La foto simbolo dell'Original Dream Team: Magic sul podio…
Ebbene sì, lo ammetto. Sono un inguaribile nostalgico. Chi non lo sarebbe?
Palle vaganti, tiri forzati, un gioco raramente fluido, alley hoop sbilenchi.
Tutto questo è stato, per me, Usa-Portorico, amichevole pre-olimpica giocatasi a Jacksonville il 31 luglio. Che tristezza. Sonno, sbadigli, occhi che si chiudevano, zapping a ogni time-out, noia. E il soporifero Claudio Coldebella al microfono.
Il nuovo Dream Team? Nossignori, questa è "soltanto" la nazionale degli Stati Uniti. Punto e basta. Lo hanno scritto i giornalisti dopo i mondiali di due anni fa. Lo ribadisco io qui, adesso, tra queste righe: la vera squadra dei sogni è stata, è, e sarà sempre, una sola.
Facciamo un passo indietro. Anzi un salto. Di 12 anni. La Fiba (Basketball's international governing body), con voto unanime, decreta la possibilità da parte degli Stati Uniti di scegliere i giocatori Nba per la squadra che li rappresenterà nelle Olimpiadi di Barcellona del 1992.

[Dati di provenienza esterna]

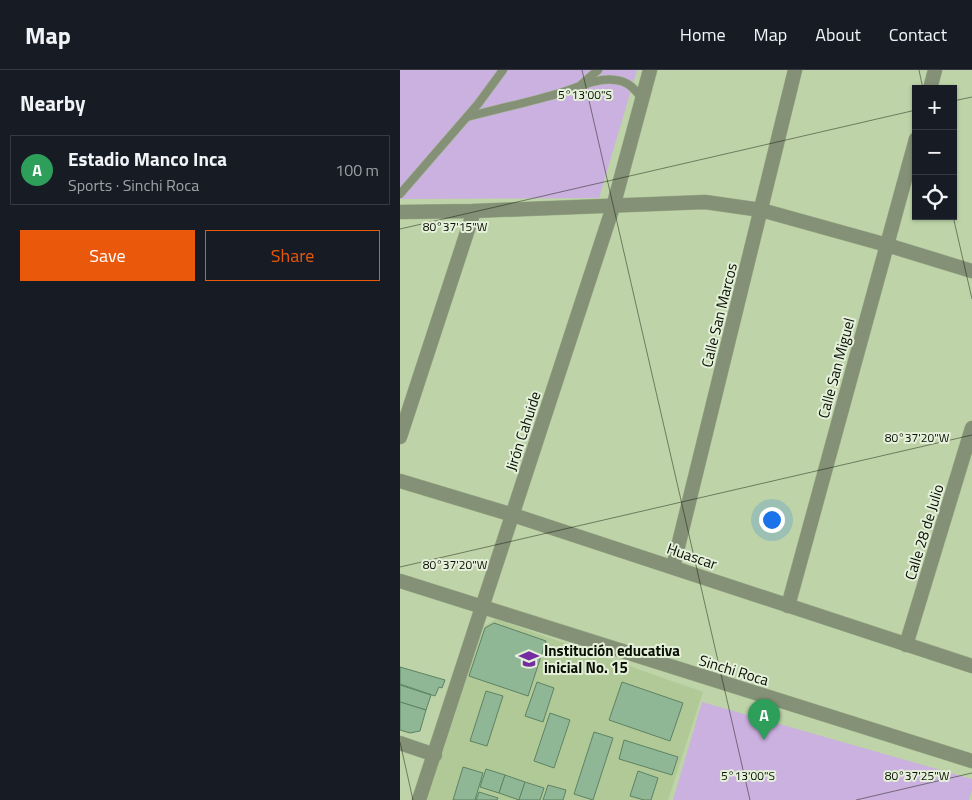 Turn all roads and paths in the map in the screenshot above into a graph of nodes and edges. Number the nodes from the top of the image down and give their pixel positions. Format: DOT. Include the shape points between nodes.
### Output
graph roads {
  1 [pos="503,70"];
  2 [pos="598,70"];
  3 [pos="650,70"];
  4 [pos="795,70"];
  5 [pos="935,70"];
  6 [pos="580,85"];
  7 [pos="931,85"];
  8 [pos="642,100"];
  9 [pos="467,117"];
  10 [pos="912,154"];
  11 [pos="400,194"];
  12 [pos="613,207"];
  13 [pos="761,210"];
  14 [pos="474,211"];
  15 [pos="400,212"];
  16 [pos="887,245"];
  17 [pos="972,271"];
  18 [pos="972,428"];
  19 [pos="400,437"];
  20 [pos="400,481"];
  21 [pos="513,514"];
  22 [pos="673,567"];
  23 [pos="400,581"];
  24 [pos="788,606"];
  25 [pos="483,608"];
  26 [pos="906,645"];
  27 [pos="972,666"];
  28 [pos="400,743"];
  29 [pos="435,755"];
  30 [pos="972,761"];
  31 [pos="419,800"];
  1 -- 9 [label="lane"];
  2 -- 6 [label="lane"];
  3 -- 8 [label="street, Jirón Cahuide"];
  4 -- 13 [label="street, Calle San Marcos"];
  5 -- 7 [label="street"];
  6 -- 8 [label="lane" via="613,79 624,81 635,88"];
  6 -- 9 [label="lane" via="561,93"];
  8 -- 12 [label="street, Jirón Cahuide"];
  9 -- 11 [label="lane"];
  10 -- 16 [label="street, Calle San Miguel"];
  12 -- 13 [label="street" via="704,202"];
  12 -- 14 [label="street"];
  12 -- 21 [label="street, Jirón Cahuide"];
  13 -- 16 [label="street"];
  13 -- 22 [label="street, Calle San Marcos"];
  14 -- 15 [label="street"];
  14 -- 19 [label="street"];
  16 -- 17 [label="street"];
  16 -- 24 [label="street, Calle San Miguel"];
  18 -- 26 [label="street, Calle 28 de Julio"];
  20 -- 21 [label="street, Huascar"];
  21 -- 22 [label="street, Huascar"];
  21 -- 25 [label="street, Jirón Cahuide"];
  22 -- 24 [label="street, Huascar"];
  23 -- 25 [label="street, Sinchi Roca"];
  24 -- 26 [label="street, Huascar"];
  25 -- 29 [label="street, Jirón Cahuide"];
  25 -- 30 [label="street, Sinchi Roca"];
  26 -- 27 [label="street, Huascar"];
  28 -- 29 [label="street"];
  29 -- 31 [label="street, Jirón Cahuide"];
} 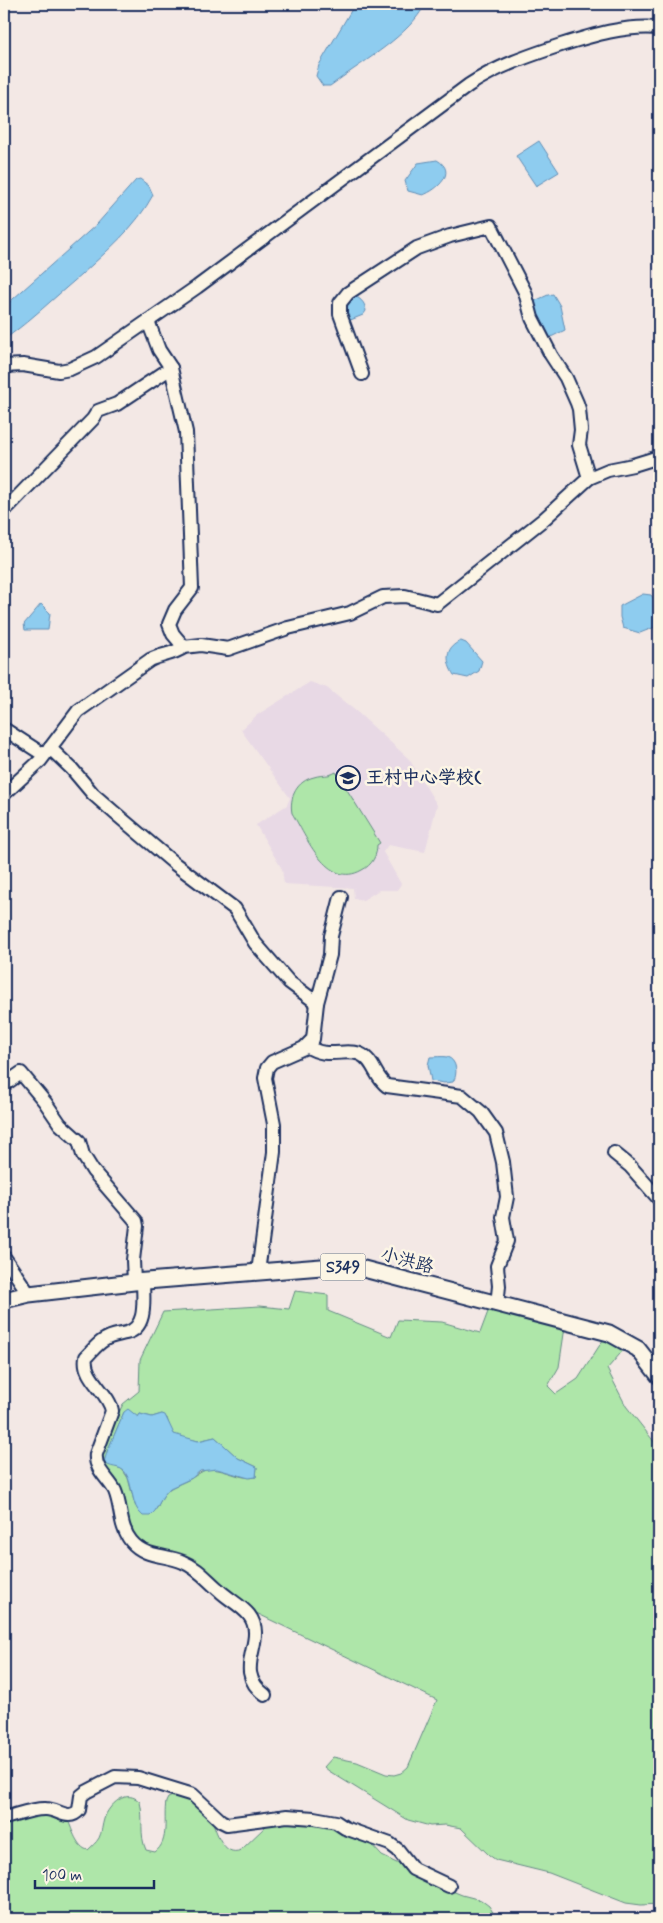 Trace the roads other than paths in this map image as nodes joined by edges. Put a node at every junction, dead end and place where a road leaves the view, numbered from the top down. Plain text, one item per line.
1 (659, 28) edge
2 (148, 321) junction
3 (4, 366) edge
4 (171, 368) junction
5 (362, 374) dead end
6 (659, 457) edge
7 (589, 478) junction
8 (4, 511) edge
9 (184, 647) junction
10 (4, 729) edge
11 (47, 752) junction
12 (4, 794) edge
13 (341, 897) dead end
14 (317, 1003) junction
15 (307, 1046) junction
16 (4, 1085) edge
17 (614, 1153) dead end
18 (659, 1200) edge
19 (4, 1257) edge
20 (258, 1272) junction
21 (139, 1282) junction
22 (29, 1294) junction
23 (4, 1300) edge
24 (497, 1305) junction
25 (659, 1376) edge
26 (266, 1695) dead end
27 (4, 1818) edge
28 (449, 1886) dead end

1 - 2 street
2 - 3 street
2 - 4 street
4 - 8 street
4 - 9 street
5 - 7 street
6 - 7 street
7 - 9 street
9 - 11 street
10 - 11 street
11 - 12 street
11 - 14 street
13 - 14 street
14 - 15 street
15 - 20 street
15 - 24 street
16 - 21 street
17 - 18 street
19 - 22 street
20 - 21 main road, 小洪路 / S349
20 - 24 main road, 小洪路 / S349
21 - 22 main road, 小洪路 / S349
21 - 26 street
22 - 23 main road, 小洪路 / S349
24 - 25 main road, 小洪路 / S349
27 - 28 street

Decisione ingiusta, non c'è più religione, sono tutti venduti. Macché. Una soltanto fu la reazione delle selezioni del Resto del Mondo. Zero amarezze, zero polemiche, ma un semplice "Ok, ragazzi, quest'anno, si va in campo per la medaglia d'argento. E per gli autografi, ognuno per sé".
Roba da far strabuzzare occhi e orecchie. E' come se al termine della partita fra, chessò, Milan ed Empoli, i giocatori toscani si fiondassero da Maldini e compagni per avere autografi e foto ricordo. Impossibile vero? Beh, la parola impossibile, per l' Olimpiade di Barcellona, scomparve inspiegabilmente da ogni vocabolario.
Una squadra fantastica composta da veri fuoriclasse. Raccontare così quegli Stati Uniti è nient'altro che un insulto. Significa sminuirne dieci, cento mille volte il suo valore reale. Non è abbastanza, ma è altrettanto vero che giornalisti e mass media, nel trovare le parole giuste per descriverli, si trovarono (e si trovano tuttora) in grande imbarazzo. Proviamo a metterla così: vedere quei campioni giocare tutti assieme era come avere in campo l'intera Hall of Fame, nella sua vera essenza e sostanza. Una Hall of Fame che poteva finalmente correre, schiacciare, respirare sotto i nostri occhi.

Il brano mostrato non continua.